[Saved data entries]
[Start of Attachment]
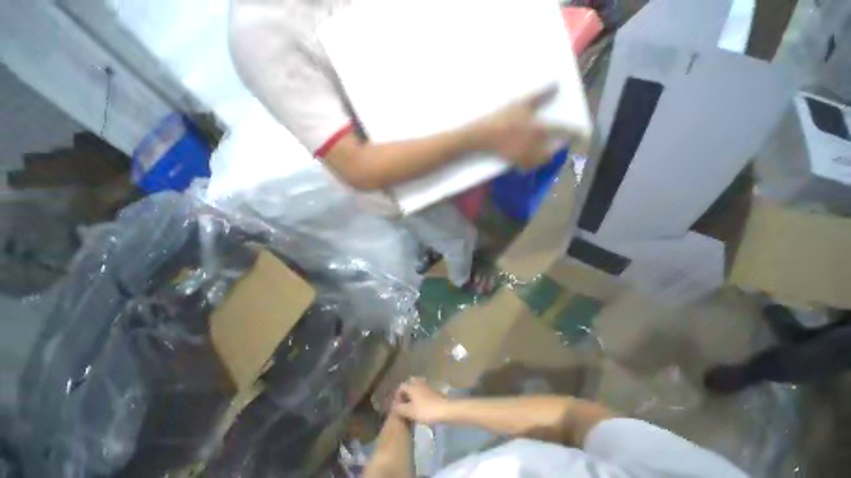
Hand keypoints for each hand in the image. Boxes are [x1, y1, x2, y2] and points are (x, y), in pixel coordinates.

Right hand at [392, 377, 449, 424]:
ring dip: (413, 393)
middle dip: (405, 392)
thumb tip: (393, 407)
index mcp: (412, 386)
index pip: (401, 386)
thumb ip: (400, 409)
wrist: (444, 409)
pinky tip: (420, 405)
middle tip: (404, 403)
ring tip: (411, 405)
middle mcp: (418, 382)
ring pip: (417, 386)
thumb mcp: (410, 412)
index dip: (397, 395)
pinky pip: (423, 390)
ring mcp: (427, 385)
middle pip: (409, 383)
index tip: (397, 406)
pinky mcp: (433, 390)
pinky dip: (419, 395)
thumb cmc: (425, 410)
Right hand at [471, 85, 568, 169]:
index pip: (563, 132)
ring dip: (542, 159)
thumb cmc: (503, 117)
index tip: (585, 136)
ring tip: (541, 154)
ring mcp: (522, 155)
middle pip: (549, 154)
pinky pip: (525, 166)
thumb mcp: (522, 103)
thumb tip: (557, 86)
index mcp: (540, 130)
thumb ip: (541, 96)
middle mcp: (534, 146)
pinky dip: (528, 165)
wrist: (483, 135)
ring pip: (538, 162)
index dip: (576, 134)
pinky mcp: (512, 160)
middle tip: (554, 147)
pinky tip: (526, 160)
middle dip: (554, 151)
[End of Attachment]
▸ WHAT THE EXERCISE ASKS
The copy you produce must repeat all the entries exactly and contain no pictures.

▸ EXERCISE RESULT
Hand keypoints for each hand in the image. Boxes are [x1, y1, x2, y2] and points are (x, y), in pixel coordinates.

Right hand at [392, 377, 449, 424]:
ring dip: (413, 393)
middle dip: (405, 392)
thumb tip: (393, 407)
index mcp: (412, 386)
index pip: (401, 386)
thumb ip: (400, 409)
wrist: (444, 409)
pinky tip: (420, 405)
middle tip: (404, 403)
ring tip: (411, 405)
middle mcp: (418, 382)
ring pip: (417, 386)
thumb mcp: (410, 412)
index dip: (397, 395)
pinky pip: (423, 390)
ring mcp: (427, 385)
middle pip: (409, 383)
index tip: (397, 406)
pinky mcp: (433, 390)
pinky dip: (419, 395)
thumb cmc: (425, 410)
Right hand at [471, 85, 568, 169]:
index pip: (563, 132)
ring dip: (542, 159)
thumb cmc: (503, 117)
index tip: (585, 136)
ring tip: (541, 154)
ring mcp: (522, 155)
middle pip: (549, 154)
pinky pip: (525, 166)
thumb mcp: (522, 103)
thumb tip: (557, 86)
index mcp: (540, 130)
thumb ip: (541, 96)
middle mcp: (534, 146)
pinky dip: (528, 165)
wrist: (483, 135)
ring pip: (538, 162)
index dip: (576, 134)
pinky mcp: (512, 160)
middle tip: (554, 147)
pinky tip: (526, 160)
middle dip: (554, 151)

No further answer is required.